Session 2: Understanding Others’ Styles
Identifying a person’s style without putting them through a test is a key skill for managers. Participants learn to observe behavioral cues that reveal a person’s DISC profile: how someone speaks, makes decisions, and reacts to stress or disagreement.
Case Study : Identify a person’s DISC style based on a description of their typical behaviors, and justify this identification using the observed cues.
Session 3: Adapting Your Management Style to Different Personality Types
Knowing someone’s personality type is a good start. But adapting your management style, feedback, or messages accordingly while remaining natural—that’s where the real impact lies.

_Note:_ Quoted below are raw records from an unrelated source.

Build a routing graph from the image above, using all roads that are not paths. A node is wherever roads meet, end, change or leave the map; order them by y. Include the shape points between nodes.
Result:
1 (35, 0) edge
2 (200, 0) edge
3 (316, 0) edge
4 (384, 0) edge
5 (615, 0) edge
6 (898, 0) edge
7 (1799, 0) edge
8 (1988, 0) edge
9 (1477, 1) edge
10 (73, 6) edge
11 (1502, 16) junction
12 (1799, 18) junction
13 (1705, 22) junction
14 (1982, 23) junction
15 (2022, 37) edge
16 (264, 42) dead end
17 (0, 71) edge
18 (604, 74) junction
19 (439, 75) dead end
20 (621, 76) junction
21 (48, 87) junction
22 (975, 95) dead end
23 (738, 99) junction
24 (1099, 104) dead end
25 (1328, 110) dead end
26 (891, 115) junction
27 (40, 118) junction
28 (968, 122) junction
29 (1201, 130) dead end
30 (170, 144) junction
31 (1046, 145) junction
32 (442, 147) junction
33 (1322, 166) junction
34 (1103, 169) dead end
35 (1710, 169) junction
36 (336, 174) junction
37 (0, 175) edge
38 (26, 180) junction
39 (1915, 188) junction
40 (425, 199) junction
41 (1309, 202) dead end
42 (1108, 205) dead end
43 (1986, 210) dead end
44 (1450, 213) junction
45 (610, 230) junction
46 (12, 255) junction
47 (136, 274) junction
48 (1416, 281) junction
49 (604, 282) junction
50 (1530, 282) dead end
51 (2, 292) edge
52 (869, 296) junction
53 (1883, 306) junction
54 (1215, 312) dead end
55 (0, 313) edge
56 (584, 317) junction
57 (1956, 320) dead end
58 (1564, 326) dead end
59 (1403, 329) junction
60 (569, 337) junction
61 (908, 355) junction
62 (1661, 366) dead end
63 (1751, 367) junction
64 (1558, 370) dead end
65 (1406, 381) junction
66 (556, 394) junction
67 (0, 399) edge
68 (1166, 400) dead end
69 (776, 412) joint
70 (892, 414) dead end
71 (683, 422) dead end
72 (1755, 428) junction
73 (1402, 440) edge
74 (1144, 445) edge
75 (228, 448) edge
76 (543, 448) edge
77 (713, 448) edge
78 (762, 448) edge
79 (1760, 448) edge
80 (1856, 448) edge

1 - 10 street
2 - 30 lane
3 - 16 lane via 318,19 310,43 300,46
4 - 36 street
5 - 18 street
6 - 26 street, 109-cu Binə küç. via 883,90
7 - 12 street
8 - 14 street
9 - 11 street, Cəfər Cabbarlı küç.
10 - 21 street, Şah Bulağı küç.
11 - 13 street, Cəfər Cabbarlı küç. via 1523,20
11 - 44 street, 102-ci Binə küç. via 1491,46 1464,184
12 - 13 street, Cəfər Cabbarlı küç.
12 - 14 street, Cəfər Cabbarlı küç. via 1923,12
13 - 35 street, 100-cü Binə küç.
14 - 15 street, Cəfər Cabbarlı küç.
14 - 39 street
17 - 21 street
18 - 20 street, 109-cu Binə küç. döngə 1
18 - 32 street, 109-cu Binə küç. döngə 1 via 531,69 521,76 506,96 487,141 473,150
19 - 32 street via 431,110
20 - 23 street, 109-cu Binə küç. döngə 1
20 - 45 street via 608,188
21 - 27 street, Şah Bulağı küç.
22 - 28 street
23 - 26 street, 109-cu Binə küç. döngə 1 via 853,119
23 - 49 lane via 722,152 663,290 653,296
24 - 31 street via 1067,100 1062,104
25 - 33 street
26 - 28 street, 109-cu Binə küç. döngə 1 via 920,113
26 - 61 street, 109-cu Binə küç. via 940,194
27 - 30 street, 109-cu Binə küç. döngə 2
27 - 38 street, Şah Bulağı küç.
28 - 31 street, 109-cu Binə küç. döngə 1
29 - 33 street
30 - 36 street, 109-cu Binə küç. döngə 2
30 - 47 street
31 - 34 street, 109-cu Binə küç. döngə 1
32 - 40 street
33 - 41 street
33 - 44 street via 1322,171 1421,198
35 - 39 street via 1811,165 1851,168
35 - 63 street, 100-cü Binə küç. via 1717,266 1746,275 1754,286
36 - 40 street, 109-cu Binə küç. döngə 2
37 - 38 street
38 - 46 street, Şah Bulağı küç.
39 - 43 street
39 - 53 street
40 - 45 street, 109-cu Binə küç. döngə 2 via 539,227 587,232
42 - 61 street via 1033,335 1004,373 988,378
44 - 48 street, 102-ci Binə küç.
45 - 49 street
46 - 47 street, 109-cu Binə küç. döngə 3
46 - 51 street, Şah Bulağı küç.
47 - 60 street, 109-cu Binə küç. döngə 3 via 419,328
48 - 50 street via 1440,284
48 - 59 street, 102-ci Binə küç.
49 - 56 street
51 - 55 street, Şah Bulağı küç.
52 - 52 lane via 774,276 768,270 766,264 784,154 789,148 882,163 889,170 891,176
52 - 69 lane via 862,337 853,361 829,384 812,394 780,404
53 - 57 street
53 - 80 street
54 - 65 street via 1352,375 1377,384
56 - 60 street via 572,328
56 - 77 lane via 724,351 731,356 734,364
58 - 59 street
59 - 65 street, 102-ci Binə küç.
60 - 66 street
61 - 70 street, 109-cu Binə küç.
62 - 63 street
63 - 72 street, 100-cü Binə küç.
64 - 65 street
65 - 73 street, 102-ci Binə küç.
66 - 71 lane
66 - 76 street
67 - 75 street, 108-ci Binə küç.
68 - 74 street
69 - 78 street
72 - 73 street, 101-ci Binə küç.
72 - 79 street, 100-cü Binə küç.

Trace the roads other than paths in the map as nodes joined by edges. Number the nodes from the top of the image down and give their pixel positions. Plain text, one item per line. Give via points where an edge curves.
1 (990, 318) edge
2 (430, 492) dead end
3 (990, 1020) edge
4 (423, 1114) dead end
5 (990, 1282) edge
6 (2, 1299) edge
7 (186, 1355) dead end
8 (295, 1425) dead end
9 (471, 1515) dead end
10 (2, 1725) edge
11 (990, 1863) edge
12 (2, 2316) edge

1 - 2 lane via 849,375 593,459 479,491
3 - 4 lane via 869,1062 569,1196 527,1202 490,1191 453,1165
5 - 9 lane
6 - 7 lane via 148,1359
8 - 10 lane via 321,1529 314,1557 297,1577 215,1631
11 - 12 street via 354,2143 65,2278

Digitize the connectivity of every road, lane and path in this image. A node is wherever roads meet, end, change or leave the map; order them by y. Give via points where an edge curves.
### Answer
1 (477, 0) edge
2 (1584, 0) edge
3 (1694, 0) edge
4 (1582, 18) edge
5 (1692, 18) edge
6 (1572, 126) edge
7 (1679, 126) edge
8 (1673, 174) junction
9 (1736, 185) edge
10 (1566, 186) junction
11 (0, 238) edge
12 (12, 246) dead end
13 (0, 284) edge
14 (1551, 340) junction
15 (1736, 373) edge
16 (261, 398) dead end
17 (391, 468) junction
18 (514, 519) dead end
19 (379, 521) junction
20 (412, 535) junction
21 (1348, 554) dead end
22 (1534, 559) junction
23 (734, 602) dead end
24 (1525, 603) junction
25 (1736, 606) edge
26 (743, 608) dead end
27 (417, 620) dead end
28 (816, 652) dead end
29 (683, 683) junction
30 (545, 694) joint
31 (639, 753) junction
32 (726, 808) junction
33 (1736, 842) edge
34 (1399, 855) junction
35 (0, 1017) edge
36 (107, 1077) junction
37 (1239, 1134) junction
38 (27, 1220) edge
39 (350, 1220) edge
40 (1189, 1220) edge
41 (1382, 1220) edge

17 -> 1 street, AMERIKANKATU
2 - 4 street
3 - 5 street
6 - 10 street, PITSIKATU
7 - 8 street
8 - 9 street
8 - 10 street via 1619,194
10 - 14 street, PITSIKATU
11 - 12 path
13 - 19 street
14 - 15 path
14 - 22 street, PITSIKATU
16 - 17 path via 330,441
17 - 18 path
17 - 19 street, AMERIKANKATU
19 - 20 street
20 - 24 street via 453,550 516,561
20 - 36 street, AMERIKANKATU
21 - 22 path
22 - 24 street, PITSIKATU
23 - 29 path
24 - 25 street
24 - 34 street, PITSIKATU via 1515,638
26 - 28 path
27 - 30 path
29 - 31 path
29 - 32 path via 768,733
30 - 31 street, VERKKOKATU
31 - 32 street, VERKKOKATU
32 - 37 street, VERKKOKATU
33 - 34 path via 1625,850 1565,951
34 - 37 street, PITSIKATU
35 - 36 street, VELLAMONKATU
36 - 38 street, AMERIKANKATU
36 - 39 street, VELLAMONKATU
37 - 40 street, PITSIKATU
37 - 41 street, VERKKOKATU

Participants practice rephrasing specific messages based on the recipient’s profile.
Case Study : Rephrase the same message to adapt it to the recipient’s style, creating multiple versions for different DISC profiles and identifying the specific changes in both content and form.
When you leave this workshop, you'll know...
- Recognize your own style and understand its implications so you can adapt more effectively
- Understanding Your Employees' Styles by Observing Their Behavior
- Adapt your communication and management style to each individual’s needs during key moments: feedback, difficult conversations, and times of change
And it'll come in handy for...
- Exerting influence during key moments in management (feedback, difficult conversations, times of change)
- Make an impact at key moments outside of management (sales, communication, cross-functional collaboration)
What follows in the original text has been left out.